Fred—I’ll send you a note to ask for a sample or three.
Ted—How would you feel about an argument that the advantages of jet for some situations don’t generically apply, whereas the disadvantages do affect most uses? And that therefore jet isn’t a good choice as the default for MATLAB graphics?
Complete agreement with your statement about Parula being more generically applicable, and it is why I support the switch. With that in mind, regarding the test pattern: if the goal is to make the basic patterns most visible then yeah, Parula is better. No argument there. But, this is because Parula is essentially hiding the defects. Applications abound in which you want to do just the opposite. As a hypothetical example: if I were working on an algorithm for rotating or resizing binary images and these colormaps were my only options I would use jet during algorithm development, but I would use Parula when showing results to my sponsors :). Jet makes the defects obvious: it is trivial to locate/identify them and estimate their severity. In the given test pattern, immediately you see that the problems are in the transition regions and that closely spaced, narrow lines are highly affected by whatever process was applied to the originally binary image. Furthermore, it is entirely because you used the jet map that I know for certain that the degradations are due to a process applied in Matlab, vs. resizing before posting to your blog, or some compression being applied at a later date.
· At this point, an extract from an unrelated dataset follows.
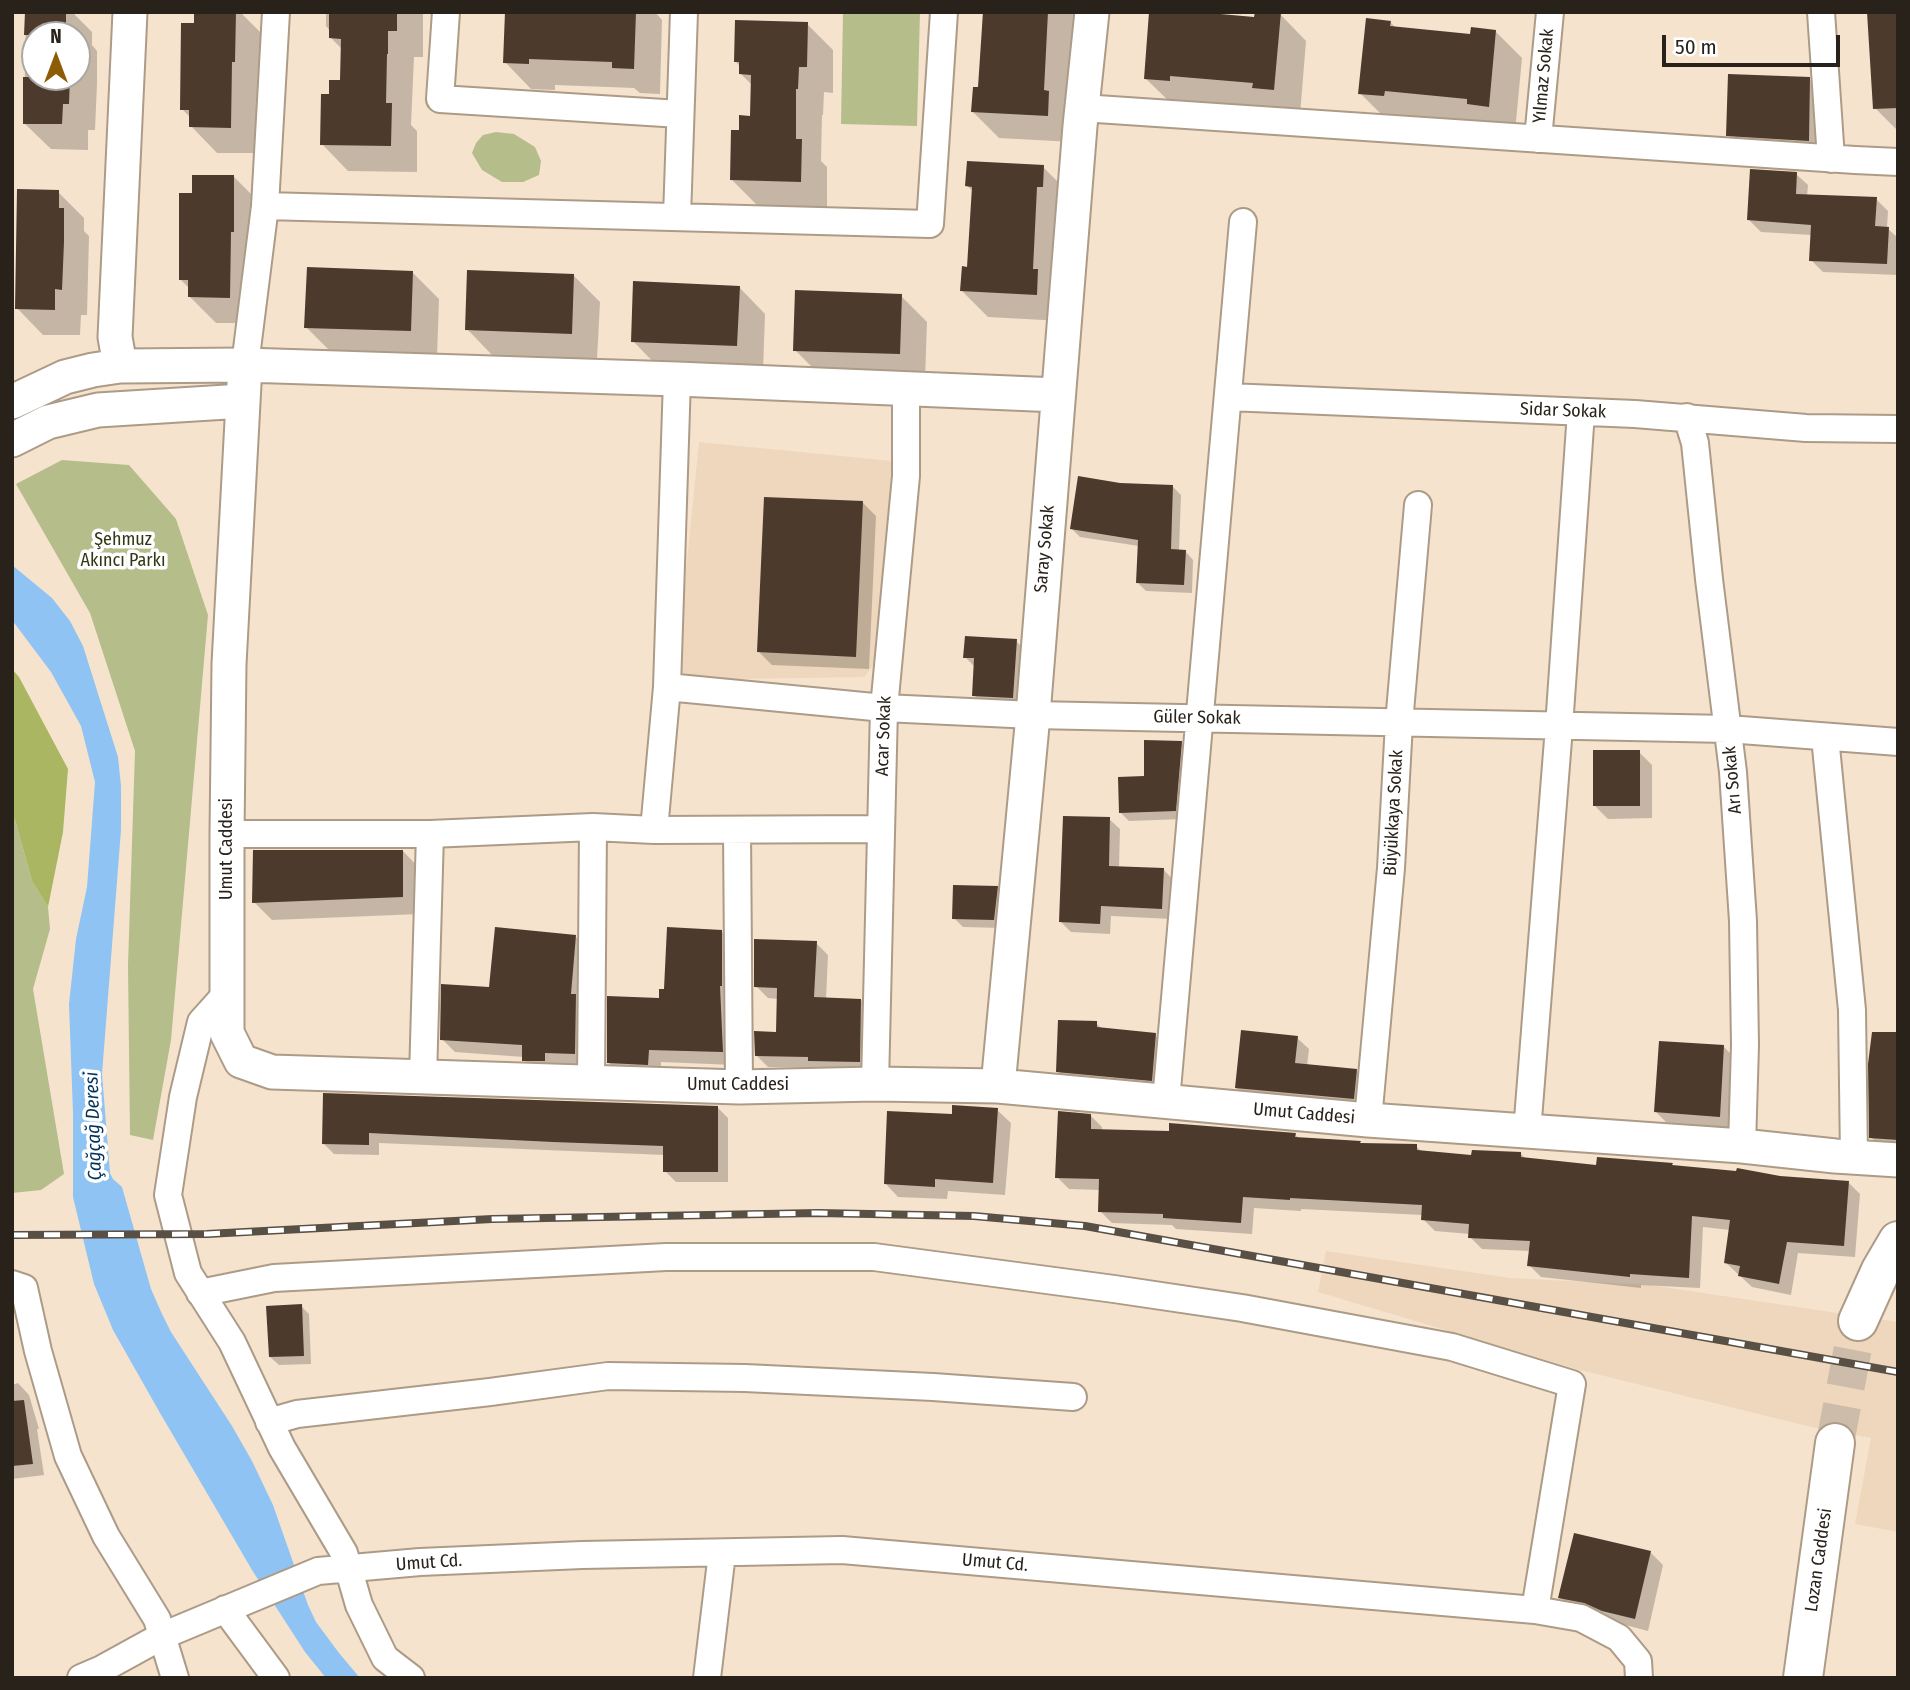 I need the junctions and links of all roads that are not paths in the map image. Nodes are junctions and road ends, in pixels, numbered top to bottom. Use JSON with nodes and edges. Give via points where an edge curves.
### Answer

Ted—Thanks for the additional insight! Maybe we weren’t disagreeing as much as I thought.
I like the new colormap. I have for a long time had my own default colormap defined in startup.m because jet is not good for colour blind.
Inspired by this and #endrainbow on Twitter then I have put a new colormap generating tool on the file exchange
It does not guarantee that the colormap works well in b/w or for colour blind, but hsl colours make it easier to avoid some of the common pitfalls.
Aslak—Thanks for contributing to the File Exchange!